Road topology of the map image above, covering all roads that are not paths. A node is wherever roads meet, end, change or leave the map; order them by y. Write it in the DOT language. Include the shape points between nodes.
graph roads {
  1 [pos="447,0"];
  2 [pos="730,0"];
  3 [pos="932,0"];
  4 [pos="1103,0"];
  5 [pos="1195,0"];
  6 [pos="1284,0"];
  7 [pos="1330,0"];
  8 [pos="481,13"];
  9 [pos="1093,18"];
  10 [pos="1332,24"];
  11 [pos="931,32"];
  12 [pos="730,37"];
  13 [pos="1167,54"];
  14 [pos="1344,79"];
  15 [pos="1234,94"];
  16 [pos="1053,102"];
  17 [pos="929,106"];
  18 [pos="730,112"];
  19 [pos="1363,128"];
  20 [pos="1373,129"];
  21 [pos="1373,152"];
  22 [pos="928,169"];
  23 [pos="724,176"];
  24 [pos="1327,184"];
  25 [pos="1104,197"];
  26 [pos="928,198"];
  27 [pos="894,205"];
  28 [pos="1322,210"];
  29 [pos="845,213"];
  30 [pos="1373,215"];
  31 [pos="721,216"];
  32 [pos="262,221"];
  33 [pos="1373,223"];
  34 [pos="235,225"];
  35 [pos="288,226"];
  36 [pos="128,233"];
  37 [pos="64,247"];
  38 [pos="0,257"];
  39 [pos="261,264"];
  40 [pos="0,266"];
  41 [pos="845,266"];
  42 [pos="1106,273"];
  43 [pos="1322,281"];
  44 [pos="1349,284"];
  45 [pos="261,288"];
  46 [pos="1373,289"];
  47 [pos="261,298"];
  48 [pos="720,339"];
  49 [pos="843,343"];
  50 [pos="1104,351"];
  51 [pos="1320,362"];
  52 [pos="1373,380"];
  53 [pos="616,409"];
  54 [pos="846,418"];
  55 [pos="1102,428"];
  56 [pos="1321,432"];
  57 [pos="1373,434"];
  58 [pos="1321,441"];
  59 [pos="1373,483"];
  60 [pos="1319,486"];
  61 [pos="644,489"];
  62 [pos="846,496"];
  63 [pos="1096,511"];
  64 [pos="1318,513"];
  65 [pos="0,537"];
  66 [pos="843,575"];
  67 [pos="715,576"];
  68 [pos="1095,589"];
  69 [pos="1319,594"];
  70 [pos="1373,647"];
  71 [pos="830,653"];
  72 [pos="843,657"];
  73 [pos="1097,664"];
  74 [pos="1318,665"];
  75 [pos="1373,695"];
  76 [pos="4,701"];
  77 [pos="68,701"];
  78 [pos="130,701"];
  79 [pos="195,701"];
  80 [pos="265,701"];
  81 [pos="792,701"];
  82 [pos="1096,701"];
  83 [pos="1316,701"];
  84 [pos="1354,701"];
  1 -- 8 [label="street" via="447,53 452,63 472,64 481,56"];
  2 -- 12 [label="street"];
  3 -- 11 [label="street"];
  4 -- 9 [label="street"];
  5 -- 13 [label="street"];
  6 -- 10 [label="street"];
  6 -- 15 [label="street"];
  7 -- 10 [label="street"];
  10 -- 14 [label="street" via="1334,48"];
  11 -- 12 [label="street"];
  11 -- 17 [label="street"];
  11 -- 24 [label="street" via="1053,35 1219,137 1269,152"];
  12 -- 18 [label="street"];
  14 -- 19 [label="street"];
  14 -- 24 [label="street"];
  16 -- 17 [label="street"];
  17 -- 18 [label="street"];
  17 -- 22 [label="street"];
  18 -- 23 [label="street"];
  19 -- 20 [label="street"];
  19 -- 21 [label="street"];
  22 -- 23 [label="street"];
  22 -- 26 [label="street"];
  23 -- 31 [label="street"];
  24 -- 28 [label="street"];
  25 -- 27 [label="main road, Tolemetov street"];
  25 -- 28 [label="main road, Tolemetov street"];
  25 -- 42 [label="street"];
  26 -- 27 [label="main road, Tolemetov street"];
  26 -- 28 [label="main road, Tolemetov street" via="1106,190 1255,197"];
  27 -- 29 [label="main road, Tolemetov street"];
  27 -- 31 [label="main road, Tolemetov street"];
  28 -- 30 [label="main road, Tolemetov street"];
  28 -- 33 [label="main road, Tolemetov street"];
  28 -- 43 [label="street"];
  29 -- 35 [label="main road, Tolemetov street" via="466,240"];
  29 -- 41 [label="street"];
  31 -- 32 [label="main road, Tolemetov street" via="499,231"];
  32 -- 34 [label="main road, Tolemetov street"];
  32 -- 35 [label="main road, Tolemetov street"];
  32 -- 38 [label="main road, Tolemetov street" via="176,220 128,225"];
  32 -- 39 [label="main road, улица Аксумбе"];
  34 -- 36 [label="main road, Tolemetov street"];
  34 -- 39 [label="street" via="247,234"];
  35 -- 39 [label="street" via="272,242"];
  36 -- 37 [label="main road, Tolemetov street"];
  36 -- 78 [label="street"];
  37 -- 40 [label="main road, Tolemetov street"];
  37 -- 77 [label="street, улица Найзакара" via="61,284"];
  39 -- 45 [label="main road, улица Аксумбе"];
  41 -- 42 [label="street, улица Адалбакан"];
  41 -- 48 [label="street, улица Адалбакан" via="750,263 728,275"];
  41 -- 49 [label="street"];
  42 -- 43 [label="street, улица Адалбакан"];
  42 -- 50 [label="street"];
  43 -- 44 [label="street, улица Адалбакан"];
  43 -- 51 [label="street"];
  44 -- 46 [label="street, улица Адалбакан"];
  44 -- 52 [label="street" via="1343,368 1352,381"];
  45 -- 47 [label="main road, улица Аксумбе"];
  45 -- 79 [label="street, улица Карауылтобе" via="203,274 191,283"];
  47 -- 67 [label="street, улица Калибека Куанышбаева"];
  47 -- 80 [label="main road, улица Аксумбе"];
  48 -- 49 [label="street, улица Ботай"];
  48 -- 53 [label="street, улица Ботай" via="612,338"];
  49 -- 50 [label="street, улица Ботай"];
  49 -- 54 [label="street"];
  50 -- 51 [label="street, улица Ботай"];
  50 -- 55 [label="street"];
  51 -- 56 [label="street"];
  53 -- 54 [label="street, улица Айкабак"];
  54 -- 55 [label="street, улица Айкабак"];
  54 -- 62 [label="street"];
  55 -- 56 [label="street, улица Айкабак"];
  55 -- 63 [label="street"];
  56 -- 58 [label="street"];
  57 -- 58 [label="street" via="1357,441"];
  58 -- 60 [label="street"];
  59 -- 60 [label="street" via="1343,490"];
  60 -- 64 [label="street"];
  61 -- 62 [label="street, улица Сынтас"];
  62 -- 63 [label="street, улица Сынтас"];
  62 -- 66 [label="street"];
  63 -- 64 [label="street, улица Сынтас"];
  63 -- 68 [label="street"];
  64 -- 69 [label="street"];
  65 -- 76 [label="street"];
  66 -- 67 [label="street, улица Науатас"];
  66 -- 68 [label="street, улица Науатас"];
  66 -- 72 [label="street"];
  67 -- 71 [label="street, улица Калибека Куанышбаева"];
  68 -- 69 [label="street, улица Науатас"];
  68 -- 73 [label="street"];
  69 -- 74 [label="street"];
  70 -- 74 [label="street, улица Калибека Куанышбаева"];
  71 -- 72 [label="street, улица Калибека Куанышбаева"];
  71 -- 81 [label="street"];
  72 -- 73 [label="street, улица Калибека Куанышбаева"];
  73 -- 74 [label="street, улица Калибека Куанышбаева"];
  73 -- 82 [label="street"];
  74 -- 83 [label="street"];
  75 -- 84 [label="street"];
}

★ ★ ★ ★ ★ ★ ★

◆ **WORK TASK**: What is the number of lines in the records that hold "Куанышбаева"? Give the number by itself.

◆ **EXERCISE SOLUTION**: 6